Bitcoin bricht ein, Angst greift um sich – und Michael Burry warnt vor dem schlimmsten Szenario: einer Todesspirale, die Bilanzen zerstört, Märkte austrocknet und Miner in die Insolvenz drücken könnte.
Michael Burry warnt vor einer gefährlichen Eskalation am Kryptomarkt. In einem Substack-Beitrag schreibt er, der jüngste Bitcoin-Einbruch könne sich zu einer „Todesspirale“ ausweiten, die vor allem
jene Unternehmen hart treffen würde, die im vergangenen Jahr große Mengen der Kryptowährung in ihre Bilanzen aufgenommen haben.
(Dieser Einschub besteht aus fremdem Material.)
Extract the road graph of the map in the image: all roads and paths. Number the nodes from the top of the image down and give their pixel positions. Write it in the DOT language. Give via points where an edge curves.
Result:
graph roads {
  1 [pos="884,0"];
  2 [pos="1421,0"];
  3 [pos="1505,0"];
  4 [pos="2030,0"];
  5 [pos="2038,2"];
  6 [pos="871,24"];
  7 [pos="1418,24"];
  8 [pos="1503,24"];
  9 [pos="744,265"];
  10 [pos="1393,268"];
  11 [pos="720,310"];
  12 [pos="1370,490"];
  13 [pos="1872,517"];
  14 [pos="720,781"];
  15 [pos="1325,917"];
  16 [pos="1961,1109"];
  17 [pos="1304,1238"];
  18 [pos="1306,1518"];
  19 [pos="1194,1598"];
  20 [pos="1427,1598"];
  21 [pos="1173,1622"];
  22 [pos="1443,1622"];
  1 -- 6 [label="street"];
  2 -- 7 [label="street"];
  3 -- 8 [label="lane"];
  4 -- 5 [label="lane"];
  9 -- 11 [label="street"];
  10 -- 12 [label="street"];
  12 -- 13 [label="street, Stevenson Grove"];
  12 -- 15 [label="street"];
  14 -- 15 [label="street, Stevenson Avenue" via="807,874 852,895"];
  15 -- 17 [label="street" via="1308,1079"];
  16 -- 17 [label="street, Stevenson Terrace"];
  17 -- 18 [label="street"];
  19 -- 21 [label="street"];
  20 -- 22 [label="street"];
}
Bitcoin ist seit seinem Rekordhoch im Oktober um rund 40 Prozent gefallen und rutschte diese Woche zeitweise unter 73.000 US-Dollar – den niedrigsten Stand seit der Wiederwahl von US-Präsident
Donald Trump im November 2024. Burry argumentiert, Bitcoin habe sich „als rein spekulatives Anlageinstrument erwiesen“ und sei kein Schutz gegen Geldentwertung wie Edelmetalle. Die aktuelle
Schwäche bestätige das: Während Gold und Silber zuletzt als sichere Häfen gesucht wurden, sei Bitcoin trotz geopolitischer Risiken weiter abgerutscht.